Ayer me llegó un mensaje suyo. Lo he leído varias veces desde que abrí los ojos y le confirmé por la tarde. Le dije que sí porque aunque haya pasado un año, quiero volver a verla y rescatar eso que estaba naciendo. Antes de la invitación a cenar habla de su madre y del dolor que tenía. Me dice que en la noche que nos veamos me cuenta dónde había estado y, dejando de lado toda la temporada de no vernos, hace un par de chistes para aligerar el peso de las cosas que me dice. Cuando nos conocimos, Ana me pidió que entendiera si ella a veces no quería salir y yo lo entendí porque las veces que estábamos juntos valían por todos los días de no verla. Le gustaba encerrarse por días y me confesó una vez que era como recargar energías para poder salir un poco y que me agradecía por andar cerca aunque le daba vergüenza ser distante algunos días. Como de verdad me interesaba estar con ella, yo hacía como que todo eso lo comprendía a cabalidad. “Yo entiendo que afuera hay gente que me quiere ver”, dijo sólo una vez. Yo no sé qué tanto hacía cuando se encerraba porque esos días no escribía ni llamaba. Cuando salíamos a hacer largas caminatas y a besarnos en los semáforos y a bailar en las banquetas y a comernos juntos el menú que su mamá le había dejado, yo sentía que estaba en el lugar correcto.

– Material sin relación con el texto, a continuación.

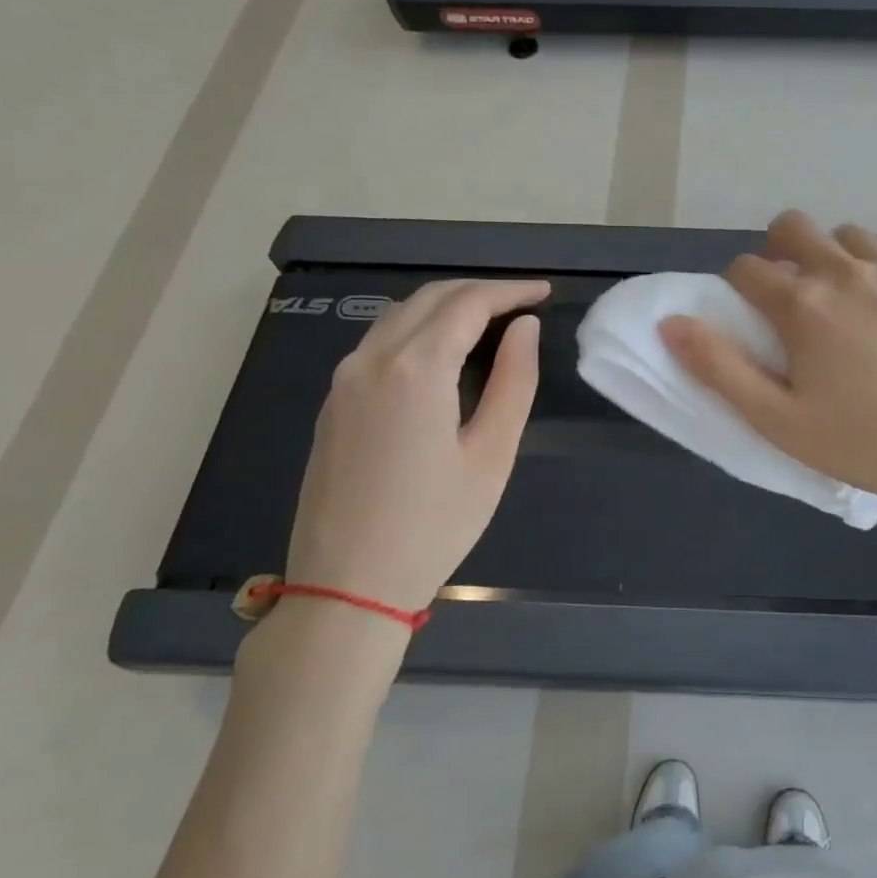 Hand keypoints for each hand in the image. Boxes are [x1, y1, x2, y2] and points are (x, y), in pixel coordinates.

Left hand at [283, 278, 547, 615]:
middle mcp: (371, 360)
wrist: (347, 586)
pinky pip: (379, 342)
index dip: (509, 291)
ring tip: (489, 319)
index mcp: (415, 369)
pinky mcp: (333, 402)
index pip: (468, 304)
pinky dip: (418, 328)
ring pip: (399, 315)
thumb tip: (524, 329)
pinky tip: (442, 349)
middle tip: (523, 302)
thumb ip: (514, 382)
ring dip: (446, 305)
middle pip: (430, 299)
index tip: (544, 292)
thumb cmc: (434, 524)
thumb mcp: (492, 455)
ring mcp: (343, 380)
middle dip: (479, 291)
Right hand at [659, 210, 876, 516]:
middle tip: (792, 295)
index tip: (753, 316)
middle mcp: (846, 271)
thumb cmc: (860, 443)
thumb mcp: (777, 419)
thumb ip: (719, 367)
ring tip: (845, 301)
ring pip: (847, 235)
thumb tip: (670, 324)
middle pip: (793, 227)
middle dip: (779, 251)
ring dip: (832, 257)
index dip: (739, 288)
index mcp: (802, 306)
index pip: (747, 269)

Anduve las siete cuadras que separaban su casa de mi casa para llegar a la invitación a cenar. En el camino me vibró el celular en la pierna y me escribía en un mensaje que la puerta estaba abierta, que pasara cuando llegara. Le sonreí a la pantalla y no contesté nada porque ya estaba cerca. Amarré la bicicleta afuera, en la reja, antes de entrar, y junto a su auto en la entrada no había ni un rastro de mi vómito, el cual recordé inevitablemente tragando saliva. Abrí despacio la puerta y sentí un olor caliente que venía de la cocina. Era algo como ajo y tomate, o jitomate, depende de quién lo dijera. Olía a chiles tatemados y algo dulzón también se respiraba en la casa. Caminé despacio hasta la cocina más nervioso que emocionado por volver a verla. Me recargué en el marco de la entrada que daba a la cocina, para observarla un poco antes de decir cualquier cosa.

Ana tenía puestos unos zapatos muy raros y viejos que le quedaban grandes y una trenza que le caía por un lado del hombro. Y traía ese vestido a rombos rojos y blancos que, si me la hubiera encontrado por la calle, yo hubiera reconocido al instante.